*Required work*:
Write out all records as given; omit images.

────────

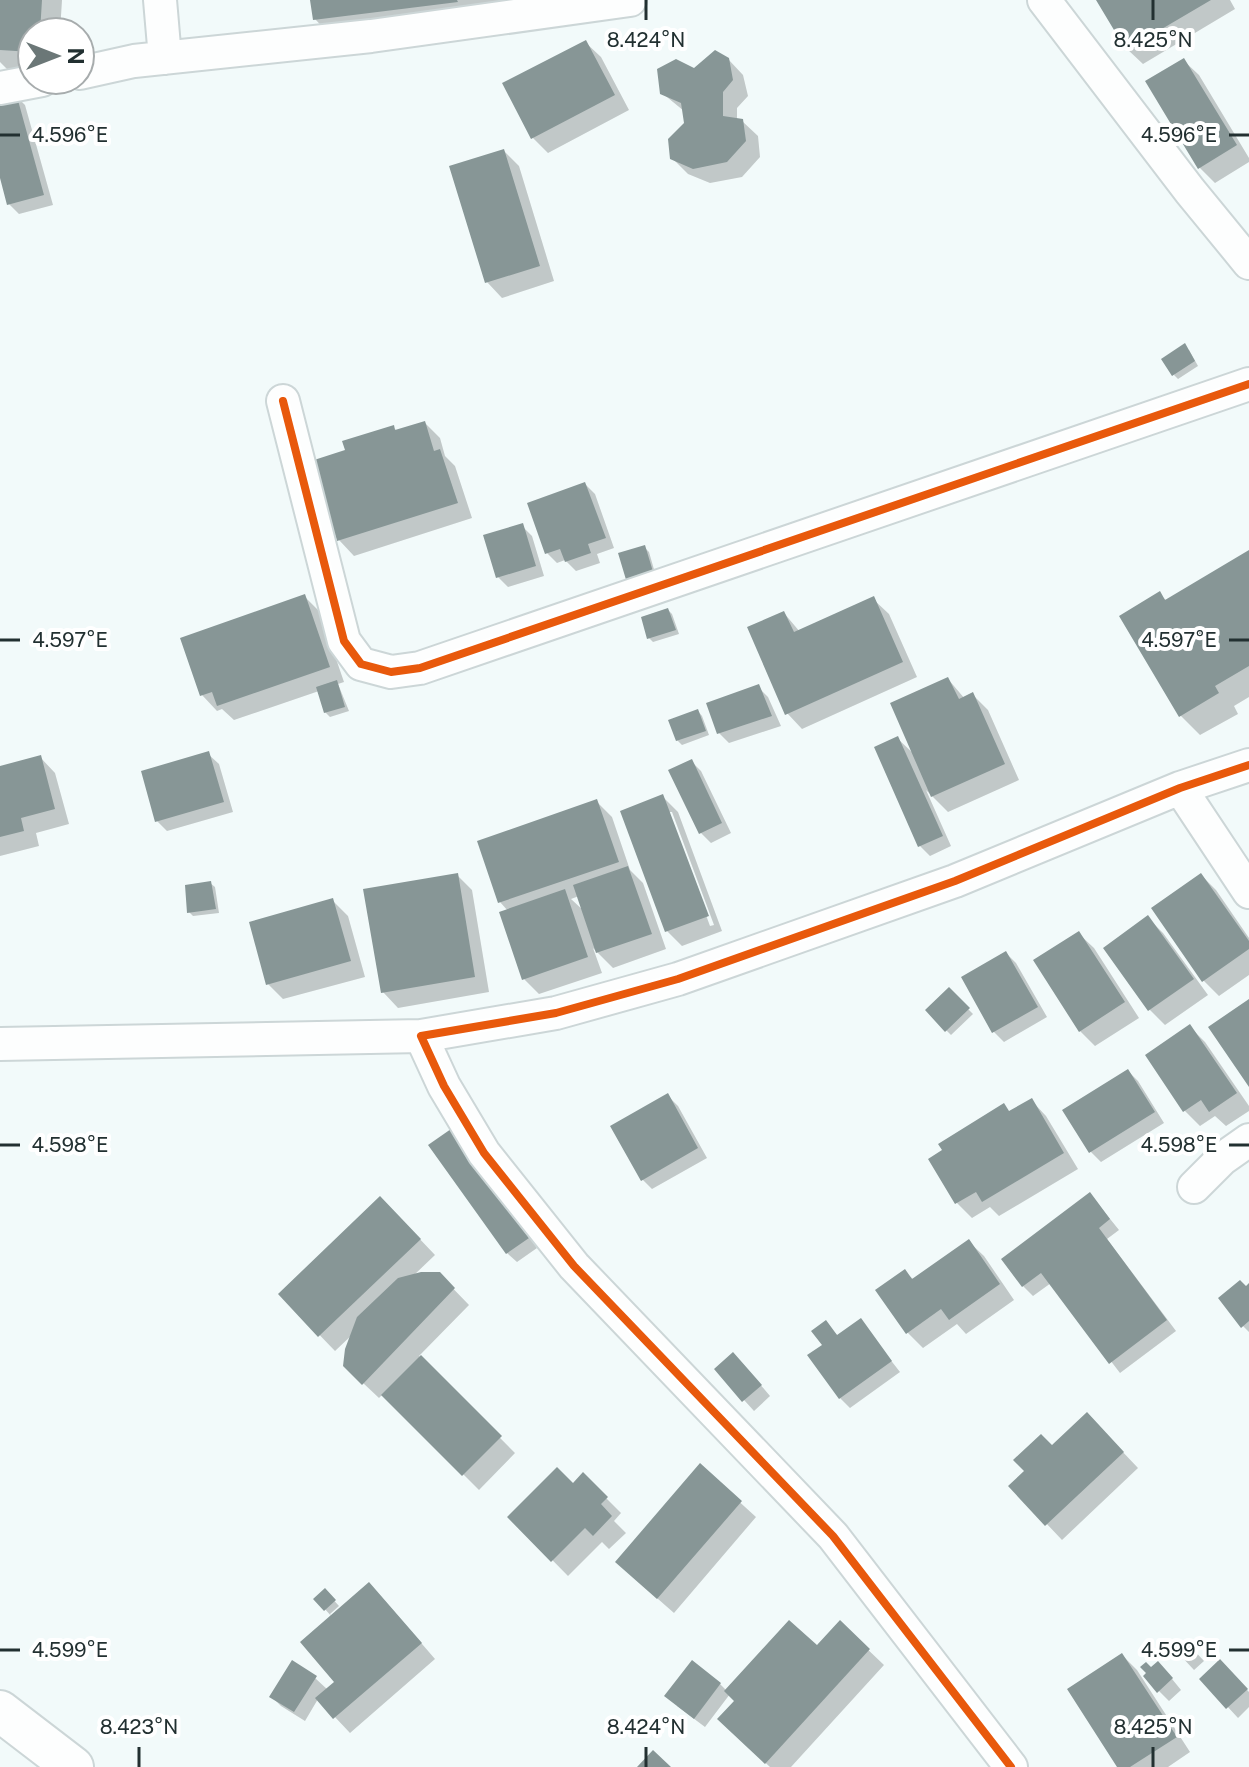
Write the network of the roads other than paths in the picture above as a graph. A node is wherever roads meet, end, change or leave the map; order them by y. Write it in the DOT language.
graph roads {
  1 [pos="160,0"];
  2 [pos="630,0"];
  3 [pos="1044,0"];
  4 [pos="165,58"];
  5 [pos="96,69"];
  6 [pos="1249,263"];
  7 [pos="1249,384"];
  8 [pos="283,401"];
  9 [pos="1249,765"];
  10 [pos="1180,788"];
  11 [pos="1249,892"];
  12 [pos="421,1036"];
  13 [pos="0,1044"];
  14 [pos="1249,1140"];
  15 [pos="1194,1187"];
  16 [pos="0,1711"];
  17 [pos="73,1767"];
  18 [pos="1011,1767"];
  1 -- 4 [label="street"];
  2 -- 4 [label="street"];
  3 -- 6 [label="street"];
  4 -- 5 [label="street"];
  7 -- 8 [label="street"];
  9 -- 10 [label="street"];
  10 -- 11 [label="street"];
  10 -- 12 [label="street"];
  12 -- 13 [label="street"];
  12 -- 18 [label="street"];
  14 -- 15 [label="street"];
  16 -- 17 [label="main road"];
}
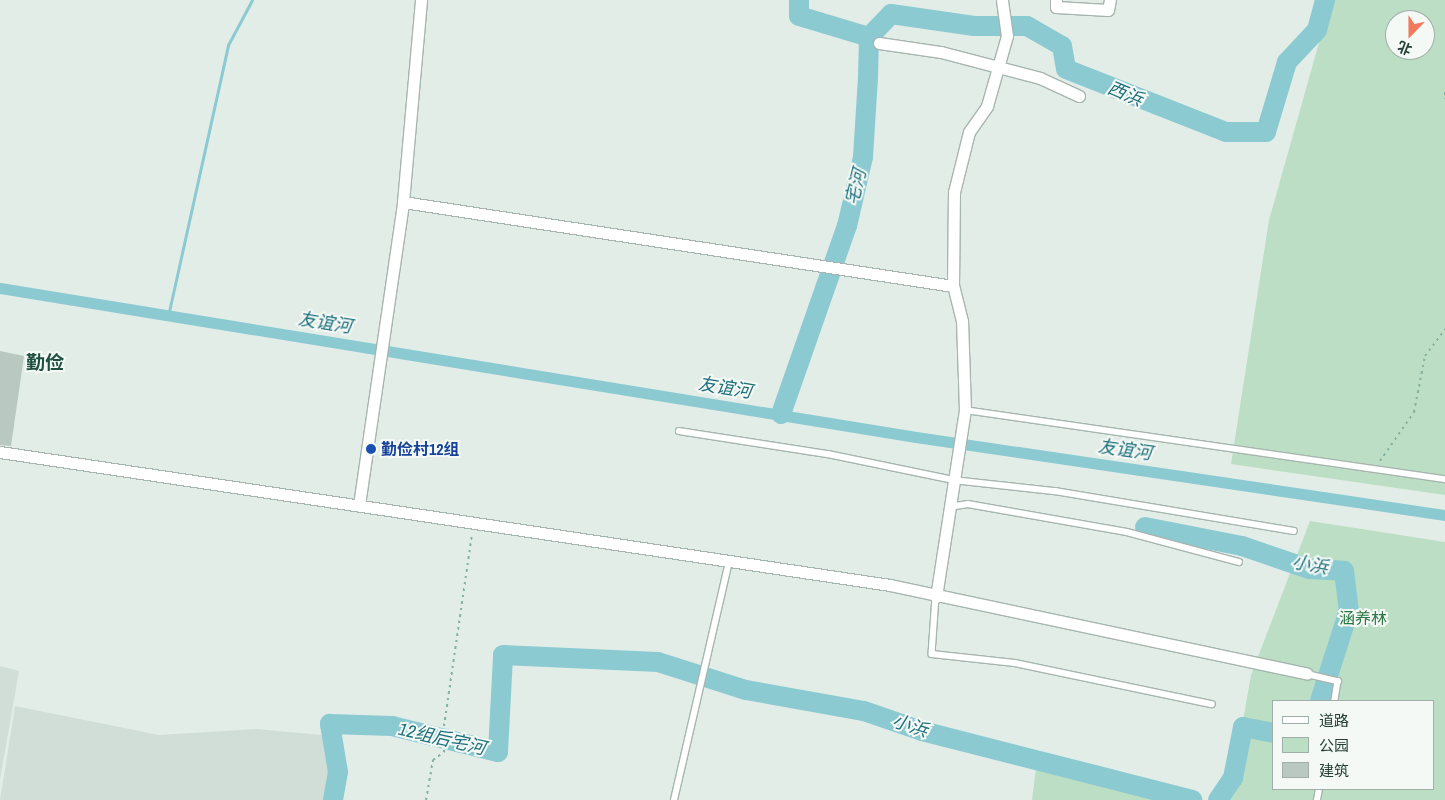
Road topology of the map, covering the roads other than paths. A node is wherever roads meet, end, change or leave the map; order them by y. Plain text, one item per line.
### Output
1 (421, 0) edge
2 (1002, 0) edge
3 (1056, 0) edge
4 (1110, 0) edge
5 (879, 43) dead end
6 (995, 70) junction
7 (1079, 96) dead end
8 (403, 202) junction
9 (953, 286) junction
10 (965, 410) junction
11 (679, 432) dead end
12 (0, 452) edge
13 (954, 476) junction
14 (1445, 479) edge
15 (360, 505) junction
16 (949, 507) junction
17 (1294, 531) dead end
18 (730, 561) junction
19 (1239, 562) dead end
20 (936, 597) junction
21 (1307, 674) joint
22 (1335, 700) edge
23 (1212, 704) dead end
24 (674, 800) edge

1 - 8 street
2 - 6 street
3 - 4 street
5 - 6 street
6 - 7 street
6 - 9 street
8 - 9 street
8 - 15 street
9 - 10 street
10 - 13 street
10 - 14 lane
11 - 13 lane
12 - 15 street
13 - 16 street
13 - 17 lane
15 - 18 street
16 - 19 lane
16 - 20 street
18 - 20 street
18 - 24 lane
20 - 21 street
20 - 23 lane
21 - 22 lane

────────

*Exercise answer*:
Write the network of the roads other than paths in the picture above as a graph. A node is wherever roads meet, end, change or leave the map; order them by y. Write it in the DOT language.
graph roads {
  1 [pos="160,0"];
  2 [pos="630,0"];
  3 [pos="1044,0"];
  4 [pos="165,58"];
  5 [pos="96,69"];
  6 [pos="1249,263"];
  7 [pos="1249,384"];
  8 [pos="283,401"];
  9 [pos="1249,765"];
  10 [pos="1180,788"];
  11 [pos="1249,892"];
  12 [pos="421,1036"];
  13 [pos="0,1044"];
  14 [pos="1249,1140"];
  15 [pos="1194,1187"];
  16 [pos="0,1711"];
  17 [pos="73,1767"];
  18 [pos="1011,1767"];
  1 -- 4 [label="street"];
  2 -- 4 [label="street"];
  3 -- 6 [label="street"];
  4 -- 5 [label="street"];
  7 -- 8 [label="street"];
  9 -- 10 [label="street"];
  10 -- 11 [label="street"];
  10 -- 12 [label="street"];
  12 -- 13 [label="street"];
  12 -- 18 [label="street"];
  14 -- 15 [label="street"];
  16 -- 17 [label="main road"];
}
Road topology of the map, covering the roads other than paths. A node is wherever roads meet, end, change or leave the map; order them by y. Plain text, one item per line.
### Output
1 (421, 0) edge
2 (1002, 0) edge
3 (1056, 0) edge
4 (1110, 0) edge
5 (879, 43) dead end
6 (995, 70) junction
7 (1079, 96) dead end
8 (403, 202) junction
9 (953, 286) junction
10 (965, 410) junction
11 (679, 432) dead end
12 (0, 452) edge
13 (954, 476) junction
14 (1445, 479) edge
15 (360, 505) junction
16 (949, 507) junction
17 (1294, 531) dead end
18 (730, 561) junction
19 (1239, 562) dead end
20 (936, 597) junction
21 (1307, 674) joint
22 (1335, 700) edge
23 (1212, 704) dead end
24 (674, 800) edge

1 - 8 street
2 - 6 street
3 - 4 street
5 - 6 street
6 - 7 street
6 - 9 street
8 - 9 street
8 - 15 street
9 - 10 street
10 - 13 street
10 - 14 lane
11 - 13 lane
12 - 15 street
13 - 16 street
13 - 17 lane
15 - 18 street
16 - 19 lane
16 - 20 street
18 - 20 street
18 - 24 lane
20 - 21 street
20 - 23 lane
21 - 22 lane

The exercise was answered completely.